ASSIGNMENT:
In the copy you make of the entries, no picture should appear, and every word must match.

BEGIN DATA SHOWN

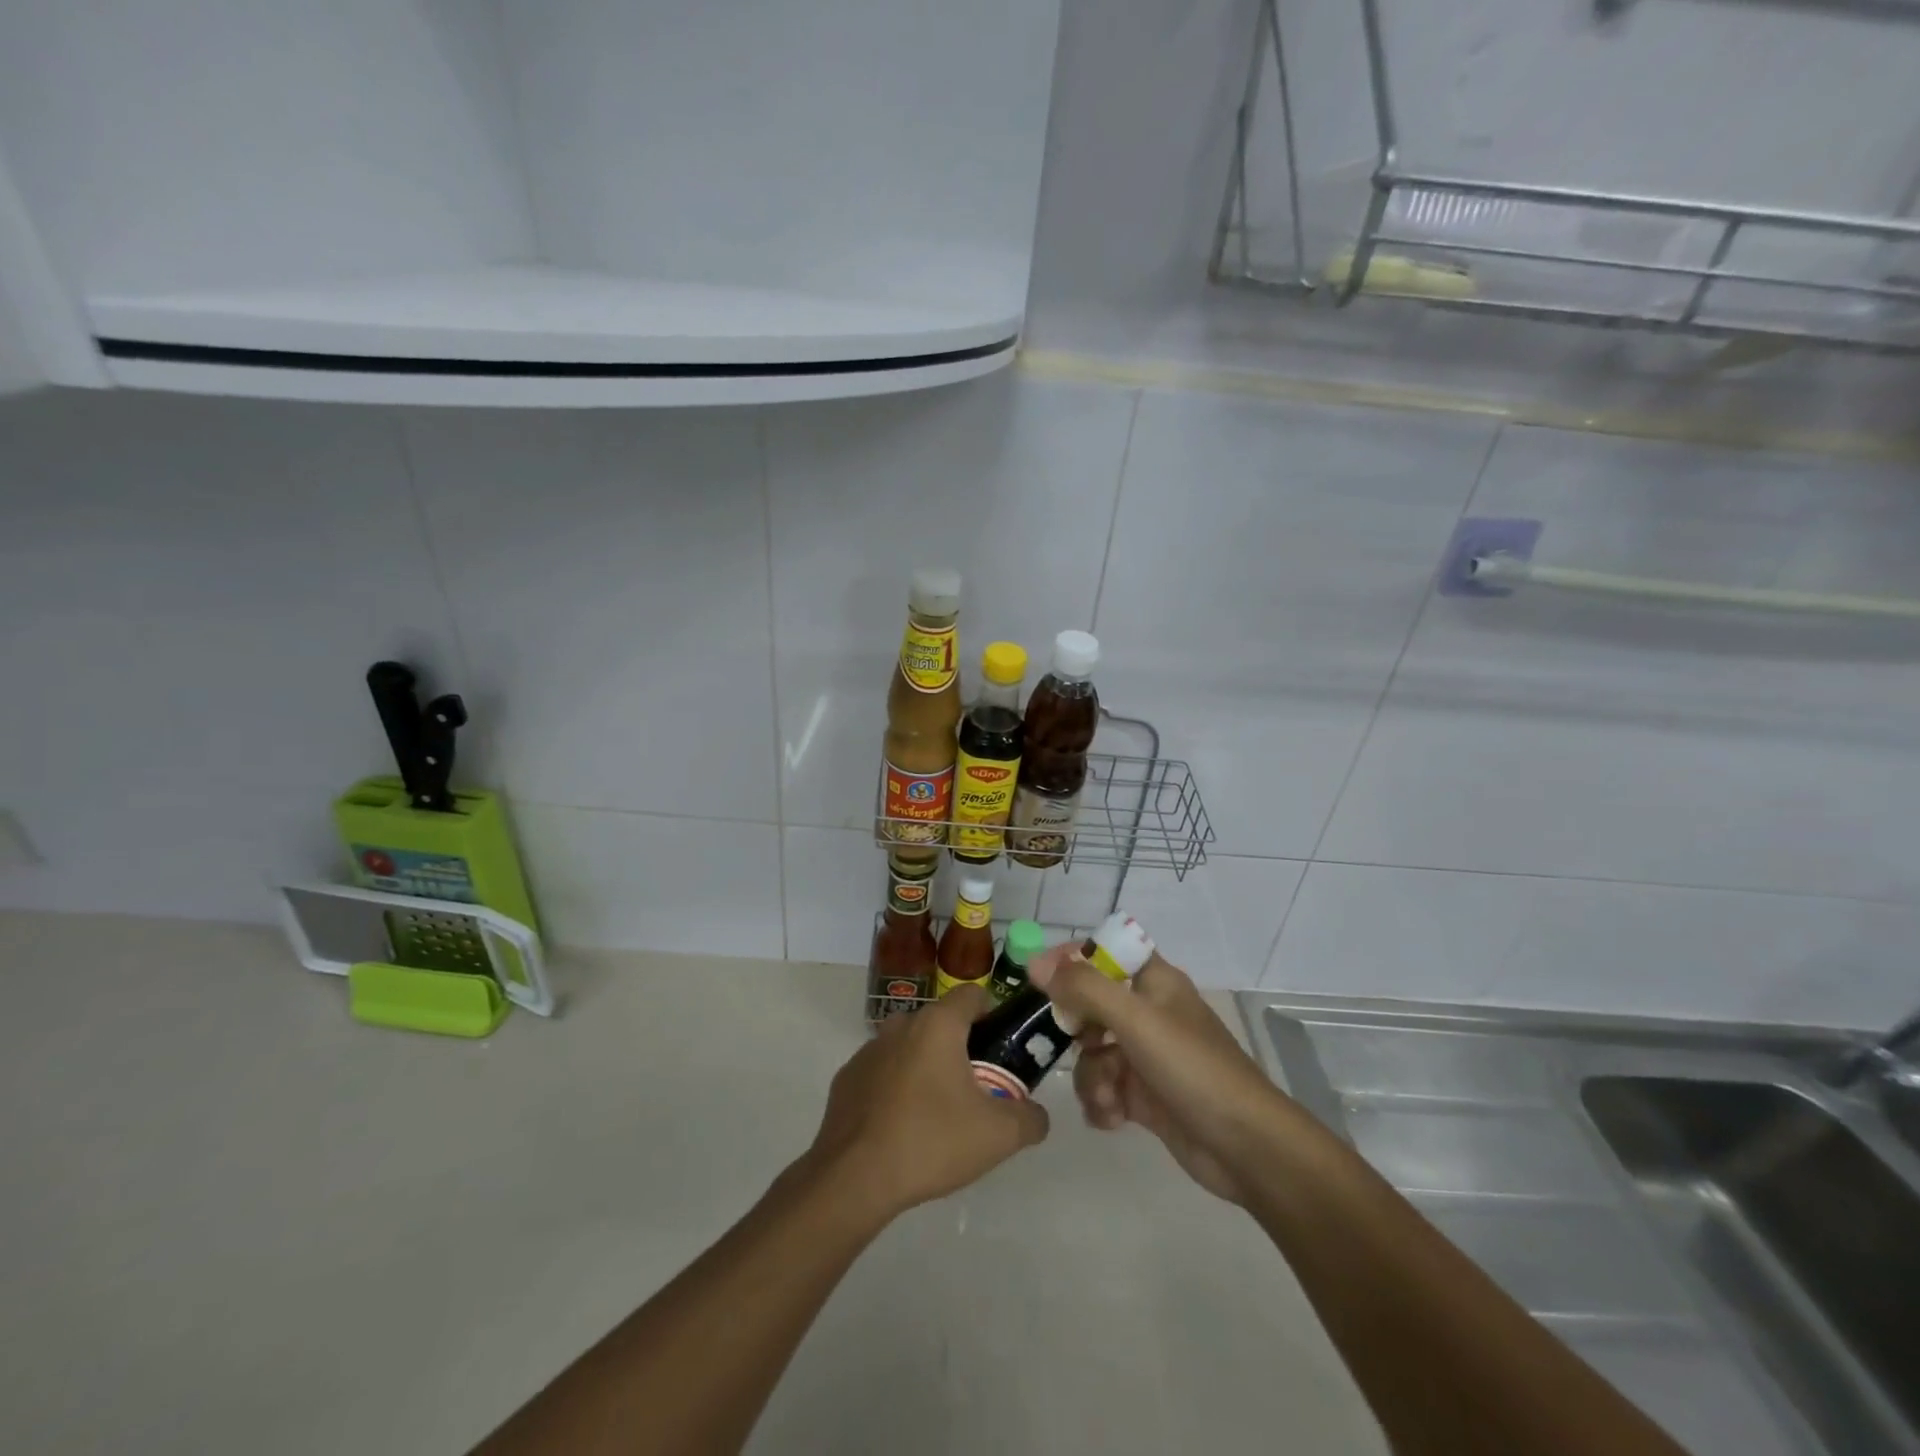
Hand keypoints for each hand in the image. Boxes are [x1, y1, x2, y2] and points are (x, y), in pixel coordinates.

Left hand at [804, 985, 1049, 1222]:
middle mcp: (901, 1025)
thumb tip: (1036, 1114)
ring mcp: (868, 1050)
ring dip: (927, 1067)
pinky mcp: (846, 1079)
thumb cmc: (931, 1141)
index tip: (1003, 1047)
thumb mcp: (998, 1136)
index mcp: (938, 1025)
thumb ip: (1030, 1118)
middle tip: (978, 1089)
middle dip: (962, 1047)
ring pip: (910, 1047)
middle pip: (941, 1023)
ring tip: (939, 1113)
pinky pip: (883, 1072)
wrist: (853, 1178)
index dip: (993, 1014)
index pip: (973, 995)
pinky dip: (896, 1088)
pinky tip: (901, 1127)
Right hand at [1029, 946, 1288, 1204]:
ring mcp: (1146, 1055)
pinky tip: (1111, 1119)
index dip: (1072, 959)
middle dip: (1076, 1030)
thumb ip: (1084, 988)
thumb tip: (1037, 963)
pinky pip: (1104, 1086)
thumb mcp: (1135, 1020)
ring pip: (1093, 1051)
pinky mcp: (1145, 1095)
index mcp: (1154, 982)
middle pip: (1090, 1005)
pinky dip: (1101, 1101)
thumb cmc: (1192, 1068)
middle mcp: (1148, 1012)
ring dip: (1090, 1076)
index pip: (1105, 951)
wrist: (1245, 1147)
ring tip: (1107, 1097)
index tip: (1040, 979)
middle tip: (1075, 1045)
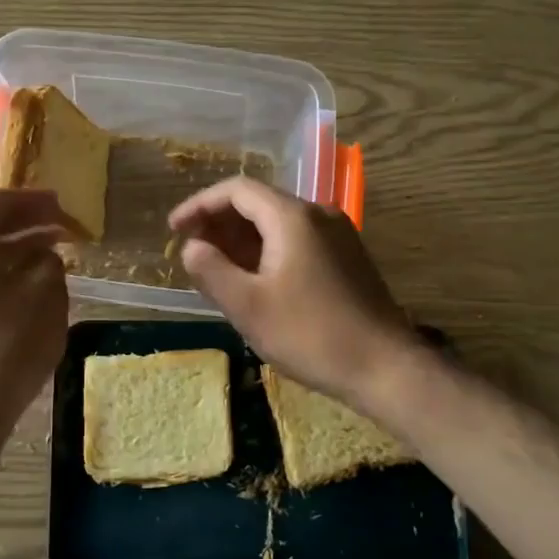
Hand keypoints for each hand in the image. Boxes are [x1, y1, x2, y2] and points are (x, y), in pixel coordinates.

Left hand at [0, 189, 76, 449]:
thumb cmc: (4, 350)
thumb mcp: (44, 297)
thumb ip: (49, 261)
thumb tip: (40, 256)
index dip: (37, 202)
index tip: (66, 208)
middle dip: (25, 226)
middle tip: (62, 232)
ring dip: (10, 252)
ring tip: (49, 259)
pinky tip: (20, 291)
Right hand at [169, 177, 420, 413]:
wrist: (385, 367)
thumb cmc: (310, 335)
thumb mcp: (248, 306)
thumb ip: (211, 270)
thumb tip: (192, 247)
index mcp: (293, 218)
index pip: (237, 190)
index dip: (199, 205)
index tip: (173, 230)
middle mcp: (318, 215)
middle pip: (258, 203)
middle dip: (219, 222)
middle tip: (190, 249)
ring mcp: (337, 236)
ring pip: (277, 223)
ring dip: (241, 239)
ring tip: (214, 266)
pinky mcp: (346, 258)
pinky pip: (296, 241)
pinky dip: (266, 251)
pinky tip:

END DATA SHOWN

SOLUTION:
Hand keypoints for each hand in the image. Boxes are [x1, y1, x2, y2] and points are (x, y), in pixel coordinates.

Left hand at [804, 985, 1049, 1222]:
middle mcp: (901, 1025)
thumb tip: (1036, 1114)
ring mcp: (868, 1050)
ring dip: (927, 1067)
pinky mcp: (846, 1079)
thumb cmc: (931, 1141)
index tip: (1003, 1047)
thumb mcp: (998, 1136)
index mcp: (938, 1025)
thumb ip: (1030, 1118)
middle tip: (978, 1089)
middle dip: (962, 1047)
ring pip: (910, 1047)
middle pip: (941, 1023)
ring tip: (939, 1113)
pinky pip: (883, 1072)
wrist: (853, 1178)
index dip: (993, 1014)
index pip: (973, 995)
pinky dip: (896, 1088)
pinky tip: (901, 1127)
Right hand at [1029, 946, 1288, 1204]:
ring mcp: (1146, 1055)
pinky tip: (1111, 1119)
index dip: (1072, 959)
middle dip: (1076, 1030)
thumb ip: (1084, 988)
thumb tip: (1037, 963)
pinky pip: (1104, 1086)
thumb mcp: (1135, 1020)
ring pip: (1093, 1051)
pinky mcp: (1145, 1095)
index mcp: (1154, 982)
middle pip: (1090, 1005)
pinky dip: (1101, 1101)
thumb cmc: (1192, 1068)
middle mcp: (1148, 1012)
ring dip: (1090, 1076)
index pip: (1105, 951)
wrist: (1245, 1147)
ring tip: (1107, 1097)
index tip: (1040, 979)
middle tip: (1075, 1045)
Hand keypoints for each hand in the image. Boxes are [x1, y1, x2, y2] and points are (x, y), in pixel coordinates.

Left hand at [0, 189, 76, 449]:
thumb cmc: (4, 350)
thumb mcp: (44, 297)
thumb ip: (49, 261)
thumb tip: (40, 256)
index dip: (37, 202)
index tip: (66, 208)
middle dip: (25, 226)
middle tip: (62, 232)
ring dip: (10, 252)
ring tip: (49, 259)
pinky tip: (20, 291)
Right hand at [169, 177, 420, 413]:
wrist: (385, 367)
thumb cmc: (310, 335)
thumb mcp: (248, 306)
thumb ip: (211, 270)
thumb tip: (192, 247)
index mcp: (293, 218)
index pip: (237, 190)
index dip: (199, 205)
index tip: (173, 230)
middle mcp: (318, 215)
middle pip: (258, 203)
middle dip: (219, 222)
middle tip: (190, 249)
ring mcp: (337, 236)
ring pip: (277, 223)
ring dip: (241, 239)
ring tip: (214, 266)
pinky mcp: (346, 258)
pinky pip: (296, 241)
pinky dip: (266, 251)
pinky tip:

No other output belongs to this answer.